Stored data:
· · ·

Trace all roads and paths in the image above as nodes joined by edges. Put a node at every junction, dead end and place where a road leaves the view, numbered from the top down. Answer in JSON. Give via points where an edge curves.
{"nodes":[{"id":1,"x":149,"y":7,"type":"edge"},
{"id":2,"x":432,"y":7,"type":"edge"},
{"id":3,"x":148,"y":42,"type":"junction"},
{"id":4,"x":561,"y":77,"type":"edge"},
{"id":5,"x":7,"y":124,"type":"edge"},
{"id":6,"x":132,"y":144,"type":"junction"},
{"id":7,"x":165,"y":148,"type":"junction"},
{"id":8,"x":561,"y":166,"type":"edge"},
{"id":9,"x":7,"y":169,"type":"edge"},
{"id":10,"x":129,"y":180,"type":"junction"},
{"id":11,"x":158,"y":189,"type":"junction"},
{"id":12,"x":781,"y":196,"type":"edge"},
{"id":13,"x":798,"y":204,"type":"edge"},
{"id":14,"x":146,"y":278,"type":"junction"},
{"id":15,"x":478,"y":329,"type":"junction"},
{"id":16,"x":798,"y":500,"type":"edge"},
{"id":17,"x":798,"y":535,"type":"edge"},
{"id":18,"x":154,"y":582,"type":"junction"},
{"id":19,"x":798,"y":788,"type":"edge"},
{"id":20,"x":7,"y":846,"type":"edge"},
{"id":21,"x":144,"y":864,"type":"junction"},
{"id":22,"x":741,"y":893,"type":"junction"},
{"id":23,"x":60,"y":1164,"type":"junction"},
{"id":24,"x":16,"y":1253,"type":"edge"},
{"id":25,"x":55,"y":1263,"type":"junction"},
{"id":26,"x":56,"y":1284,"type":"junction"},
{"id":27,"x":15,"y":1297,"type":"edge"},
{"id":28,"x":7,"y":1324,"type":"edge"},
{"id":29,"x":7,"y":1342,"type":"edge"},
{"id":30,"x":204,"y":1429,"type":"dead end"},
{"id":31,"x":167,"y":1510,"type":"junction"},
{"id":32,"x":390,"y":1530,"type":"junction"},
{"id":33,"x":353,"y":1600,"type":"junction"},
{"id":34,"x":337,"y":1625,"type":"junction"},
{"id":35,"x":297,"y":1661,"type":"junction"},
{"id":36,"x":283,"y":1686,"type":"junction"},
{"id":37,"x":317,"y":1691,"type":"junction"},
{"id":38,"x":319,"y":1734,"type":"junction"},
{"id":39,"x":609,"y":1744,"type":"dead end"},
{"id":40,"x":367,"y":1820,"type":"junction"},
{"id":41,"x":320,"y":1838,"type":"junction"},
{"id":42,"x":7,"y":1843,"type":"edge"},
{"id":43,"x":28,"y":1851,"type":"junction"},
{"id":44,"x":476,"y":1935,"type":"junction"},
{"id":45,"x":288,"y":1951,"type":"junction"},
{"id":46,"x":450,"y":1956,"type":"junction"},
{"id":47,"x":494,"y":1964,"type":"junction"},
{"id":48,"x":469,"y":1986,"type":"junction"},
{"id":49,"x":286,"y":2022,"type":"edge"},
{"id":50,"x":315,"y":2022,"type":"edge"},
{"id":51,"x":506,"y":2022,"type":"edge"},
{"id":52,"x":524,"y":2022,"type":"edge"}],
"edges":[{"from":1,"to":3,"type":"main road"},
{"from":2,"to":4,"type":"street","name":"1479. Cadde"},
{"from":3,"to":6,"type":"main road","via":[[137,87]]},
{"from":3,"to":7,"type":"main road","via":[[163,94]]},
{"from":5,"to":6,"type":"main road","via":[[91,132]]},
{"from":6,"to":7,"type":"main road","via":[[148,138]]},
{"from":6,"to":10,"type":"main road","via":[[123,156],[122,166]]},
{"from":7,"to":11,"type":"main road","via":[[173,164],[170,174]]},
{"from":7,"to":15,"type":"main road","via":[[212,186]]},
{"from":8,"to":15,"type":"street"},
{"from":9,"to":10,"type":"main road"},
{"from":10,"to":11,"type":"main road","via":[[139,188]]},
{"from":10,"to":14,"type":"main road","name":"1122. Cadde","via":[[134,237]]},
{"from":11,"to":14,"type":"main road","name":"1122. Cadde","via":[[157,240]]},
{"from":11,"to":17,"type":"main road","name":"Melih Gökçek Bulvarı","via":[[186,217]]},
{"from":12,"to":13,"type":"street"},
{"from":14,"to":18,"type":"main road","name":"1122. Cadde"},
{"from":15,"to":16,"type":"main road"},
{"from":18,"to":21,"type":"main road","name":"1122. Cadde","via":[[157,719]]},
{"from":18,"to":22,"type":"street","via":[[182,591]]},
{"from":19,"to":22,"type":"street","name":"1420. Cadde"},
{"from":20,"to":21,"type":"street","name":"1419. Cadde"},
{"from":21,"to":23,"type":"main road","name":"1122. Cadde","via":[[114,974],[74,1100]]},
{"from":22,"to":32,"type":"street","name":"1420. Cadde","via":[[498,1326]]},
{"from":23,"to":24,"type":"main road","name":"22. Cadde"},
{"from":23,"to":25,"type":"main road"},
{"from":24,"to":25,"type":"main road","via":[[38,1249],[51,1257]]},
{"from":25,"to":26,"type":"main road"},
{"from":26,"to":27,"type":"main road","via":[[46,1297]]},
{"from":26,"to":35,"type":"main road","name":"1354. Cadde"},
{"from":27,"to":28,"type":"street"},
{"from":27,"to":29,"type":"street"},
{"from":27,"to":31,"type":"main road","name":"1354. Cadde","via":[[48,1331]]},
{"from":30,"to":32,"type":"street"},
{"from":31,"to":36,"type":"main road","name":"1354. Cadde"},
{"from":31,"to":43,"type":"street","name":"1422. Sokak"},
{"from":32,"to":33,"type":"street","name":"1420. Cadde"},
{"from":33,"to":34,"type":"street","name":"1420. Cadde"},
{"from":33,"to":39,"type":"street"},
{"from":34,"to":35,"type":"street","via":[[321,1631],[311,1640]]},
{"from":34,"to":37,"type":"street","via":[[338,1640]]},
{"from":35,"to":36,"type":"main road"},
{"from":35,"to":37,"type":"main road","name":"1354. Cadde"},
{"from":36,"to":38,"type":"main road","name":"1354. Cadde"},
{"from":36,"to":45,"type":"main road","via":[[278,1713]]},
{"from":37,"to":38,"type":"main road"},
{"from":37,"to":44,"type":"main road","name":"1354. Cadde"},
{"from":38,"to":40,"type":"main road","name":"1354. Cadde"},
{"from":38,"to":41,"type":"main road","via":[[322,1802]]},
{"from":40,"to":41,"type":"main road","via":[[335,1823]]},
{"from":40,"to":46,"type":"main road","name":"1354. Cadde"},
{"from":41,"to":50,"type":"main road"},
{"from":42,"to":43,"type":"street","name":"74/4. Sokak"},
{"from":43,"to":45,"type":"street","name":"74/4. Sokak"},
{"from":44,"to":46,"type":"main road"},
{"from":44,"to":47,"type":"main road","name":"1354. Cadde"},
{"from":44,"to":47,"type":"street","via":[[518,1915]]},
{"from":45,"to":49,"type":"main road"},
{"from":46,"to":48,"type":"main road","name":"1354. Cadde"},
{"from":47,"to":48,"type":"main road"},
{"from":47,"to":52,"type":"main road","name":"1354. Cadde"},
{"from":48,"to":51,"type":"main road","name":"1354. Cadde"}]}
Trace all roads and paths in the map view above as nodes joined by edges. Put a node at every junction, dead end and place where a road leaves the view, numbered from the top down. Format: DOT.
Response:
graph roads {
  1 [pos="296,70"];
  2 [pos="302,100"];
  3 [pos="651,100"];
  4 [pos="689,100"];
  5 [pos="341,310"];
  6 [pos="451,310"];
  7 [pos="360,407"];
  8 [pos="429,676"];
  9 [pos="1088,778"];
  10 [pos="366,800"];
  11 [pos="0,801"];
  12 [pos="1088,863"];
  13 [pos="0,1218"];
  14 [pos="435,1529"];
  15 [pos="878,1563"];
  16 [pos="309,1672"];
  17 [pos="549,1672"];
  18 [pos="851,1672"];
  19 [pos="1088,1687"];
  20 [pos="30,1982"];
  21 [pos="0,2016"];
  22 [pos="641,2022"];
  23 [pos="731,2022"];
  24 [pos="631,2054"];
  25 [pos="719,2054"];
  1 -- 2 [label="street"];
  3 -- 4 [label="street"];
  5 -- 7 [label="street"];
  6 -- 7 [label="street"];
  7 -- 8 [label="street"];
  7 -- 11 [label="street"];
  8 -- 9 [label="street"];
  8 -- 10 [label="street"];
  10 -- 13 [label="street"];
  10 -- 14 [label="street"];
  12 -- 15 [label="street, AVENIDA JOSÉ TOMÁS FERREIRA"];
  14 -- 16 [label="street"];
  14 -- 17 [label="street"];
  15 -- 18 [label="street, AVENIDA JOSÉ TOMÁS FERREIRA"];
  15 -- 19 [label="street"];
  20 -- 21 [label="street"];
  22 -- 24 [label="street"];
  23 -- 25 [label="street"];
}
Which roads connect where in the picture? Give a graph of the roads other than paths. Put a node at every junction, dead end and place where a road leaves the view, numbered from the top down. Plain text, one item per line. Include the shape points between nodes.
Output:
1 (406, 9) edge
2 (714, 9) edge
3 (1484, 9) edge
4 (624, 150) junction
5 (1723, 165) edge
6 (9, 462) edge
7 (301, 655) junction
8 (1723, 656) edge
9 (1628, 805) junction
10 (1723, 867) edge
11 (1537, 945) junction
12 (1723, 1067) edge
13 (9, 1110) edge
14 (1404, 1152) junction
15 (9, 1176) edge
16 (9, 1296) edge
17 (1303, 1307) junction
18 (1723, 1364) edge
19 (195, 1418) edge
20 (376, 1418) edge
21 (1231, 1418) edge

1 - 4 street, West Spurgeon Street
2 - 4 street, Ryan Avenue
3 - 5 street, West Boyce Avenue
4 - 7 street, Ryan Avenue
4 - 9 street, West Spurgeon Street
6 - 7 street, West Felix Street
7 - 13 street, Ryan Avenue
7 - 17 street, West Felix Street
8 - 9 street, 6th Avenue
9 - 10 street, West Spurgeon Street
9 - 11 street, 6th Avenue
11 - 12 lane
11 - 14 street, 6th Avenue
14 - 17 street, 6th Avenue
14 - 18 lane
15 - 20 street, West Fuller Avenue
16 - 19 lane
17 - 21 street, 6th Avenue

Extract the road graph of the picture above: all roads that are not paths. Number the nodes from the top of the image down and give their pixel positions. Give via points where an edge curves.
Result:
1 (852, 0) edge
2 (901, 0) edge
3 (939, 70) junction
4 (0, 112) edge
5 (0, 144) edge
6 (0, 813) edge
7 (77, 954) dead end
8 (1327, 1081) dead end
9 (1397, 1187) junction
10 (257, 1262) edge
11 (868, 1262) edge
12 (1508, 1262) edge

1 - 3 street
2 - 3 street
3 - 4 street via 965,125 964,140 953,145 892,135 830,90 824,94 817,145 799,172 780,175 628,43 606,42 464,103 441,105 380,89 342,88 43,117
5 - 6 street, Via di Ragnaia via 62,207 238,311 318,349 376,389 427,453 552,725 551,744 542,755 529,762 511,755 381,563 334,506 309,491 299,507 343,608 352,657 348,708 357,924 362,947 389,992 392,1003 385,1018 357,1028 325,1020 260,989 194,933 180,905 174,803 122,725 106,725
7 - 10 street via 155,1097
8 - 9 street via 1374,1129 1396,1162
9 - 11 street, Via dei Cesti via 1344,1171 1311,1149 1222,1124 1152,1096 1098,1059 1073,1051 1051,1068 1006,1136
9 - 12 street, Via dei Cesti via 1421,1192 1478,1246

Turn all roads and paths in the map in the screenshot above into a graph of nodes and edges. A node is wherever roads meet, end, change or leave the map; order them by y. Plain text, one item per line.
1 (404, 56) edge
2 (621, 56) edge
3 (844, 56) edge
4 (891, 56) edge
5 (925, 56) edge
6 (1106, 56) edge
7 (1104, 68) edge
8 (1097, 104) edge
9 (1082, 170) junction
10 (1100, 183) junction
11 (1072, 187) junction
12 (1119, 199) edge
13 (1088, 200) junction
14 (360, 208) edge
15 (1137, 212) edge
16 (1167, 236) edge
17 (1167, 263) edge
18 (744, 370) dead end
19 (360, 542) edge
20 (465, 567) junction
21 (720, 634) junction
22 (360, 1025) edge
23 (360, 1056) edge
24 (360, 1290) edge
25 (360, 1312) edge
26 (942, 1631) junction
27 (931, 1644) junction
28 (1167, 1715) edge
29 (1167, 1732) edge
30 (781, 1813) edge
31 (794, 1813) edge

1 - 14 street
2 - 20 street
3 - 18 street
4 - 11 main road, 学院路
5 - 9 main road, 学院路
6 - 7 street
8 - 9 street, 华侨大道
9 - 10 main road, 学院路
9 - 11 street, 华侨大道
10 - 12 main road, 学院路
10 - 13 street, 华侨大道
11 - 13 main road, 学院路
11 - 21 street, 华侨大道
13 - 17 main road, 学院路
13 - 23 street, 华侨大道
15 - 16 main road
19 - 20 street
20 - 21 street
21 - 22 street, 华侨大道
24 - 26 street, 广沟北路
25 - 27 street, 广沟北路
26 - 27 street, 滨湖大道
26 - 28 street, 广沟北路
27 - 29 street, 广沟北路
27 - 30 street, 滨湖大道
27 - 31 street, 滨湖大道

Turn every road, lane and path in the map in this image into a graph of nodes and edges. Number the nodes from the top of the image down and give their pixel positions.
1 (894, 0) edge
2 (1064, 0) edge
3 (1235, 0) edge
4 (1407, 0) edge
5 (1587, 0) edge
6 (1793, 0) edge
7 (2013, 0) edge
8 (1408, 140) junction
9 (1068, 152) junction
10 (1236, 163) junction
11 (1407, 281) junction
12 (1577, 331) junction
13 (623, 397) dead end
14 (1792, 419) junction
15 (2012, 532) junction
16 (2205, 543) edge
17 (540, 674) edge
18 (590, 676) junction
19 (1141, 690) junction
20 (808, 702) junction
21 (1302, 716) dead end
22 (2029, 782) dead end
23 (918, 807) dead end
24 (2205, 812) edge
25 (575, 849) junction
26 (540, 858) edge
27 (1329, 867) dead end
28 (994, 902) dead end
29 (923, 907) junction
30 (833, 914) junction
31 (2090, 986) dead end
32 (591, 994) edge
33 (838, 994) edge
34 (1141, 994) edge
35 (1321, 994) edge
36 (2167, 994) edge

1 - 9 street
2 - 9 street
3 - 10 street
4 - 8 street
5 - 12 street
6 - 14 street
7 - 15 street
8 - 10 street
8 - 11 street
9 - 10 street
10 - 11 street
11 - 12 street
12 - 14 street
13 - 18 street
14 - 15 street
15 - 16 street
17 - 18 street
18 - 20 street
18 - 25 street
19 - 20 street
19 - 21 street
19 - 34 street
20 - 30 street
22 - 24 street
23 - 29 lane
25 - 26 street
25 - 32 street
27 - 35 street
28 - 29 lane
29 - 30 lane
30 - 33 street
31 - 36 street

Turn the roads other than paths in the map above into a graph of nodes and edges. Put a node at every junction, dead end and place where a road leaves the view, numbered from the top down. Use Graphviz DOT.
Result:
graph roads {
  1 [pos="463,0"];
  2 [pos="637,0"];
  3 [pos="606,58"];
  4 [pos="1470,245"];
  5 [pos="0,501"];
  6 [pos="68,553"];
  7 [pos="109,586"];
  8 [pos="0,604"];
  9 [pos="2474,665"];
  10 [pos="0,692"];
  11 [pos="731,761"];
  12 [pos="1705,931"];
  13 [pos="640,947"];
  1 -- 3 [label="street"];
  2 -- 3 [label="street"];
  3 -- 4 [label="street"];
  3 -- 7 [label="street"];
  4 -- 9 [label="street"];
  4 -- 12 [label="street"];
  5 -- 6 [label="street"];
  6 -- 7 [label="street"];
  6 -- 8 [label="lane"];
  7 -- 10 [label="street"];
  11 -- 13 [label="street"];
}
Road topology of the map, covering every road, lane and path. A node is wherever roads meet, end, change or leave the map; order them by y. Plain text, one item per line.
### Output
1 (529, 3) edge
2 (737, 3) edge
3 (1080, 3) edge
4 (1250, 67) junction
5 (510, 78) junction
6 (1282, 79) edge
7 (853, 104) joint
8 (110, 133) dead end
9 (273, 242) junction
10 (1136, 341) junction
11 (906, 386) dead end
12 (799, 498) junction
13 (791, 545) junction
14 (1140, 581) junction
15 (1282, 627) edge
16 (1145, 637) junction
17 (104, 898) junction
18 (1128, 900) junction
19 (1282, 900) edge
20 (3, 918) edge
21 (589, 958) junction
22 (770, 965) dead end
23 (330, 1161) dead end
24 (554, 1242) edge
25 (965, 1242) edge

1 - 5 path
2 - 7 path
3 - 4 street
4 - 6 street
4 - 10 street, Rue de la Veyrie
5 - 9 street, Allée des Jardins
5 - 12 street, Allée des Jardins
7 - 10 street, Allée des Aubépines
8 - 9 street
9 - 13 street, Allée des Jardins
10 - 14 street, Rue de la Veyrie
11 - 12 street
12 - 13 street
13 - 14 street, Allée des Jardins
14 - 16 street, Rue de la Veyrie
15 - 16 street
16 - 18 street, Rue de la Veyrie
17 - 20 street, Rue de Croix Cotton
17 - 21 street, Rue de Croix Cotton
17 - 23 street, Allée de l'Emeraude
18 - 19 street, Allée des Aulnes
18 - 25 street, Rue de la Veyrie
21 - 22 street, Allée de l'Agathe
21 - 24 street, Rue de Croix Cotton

· · ·

*Try it*: Only the number of lines above that contain "image" should be given as the answer.

*Exercise answer*: 3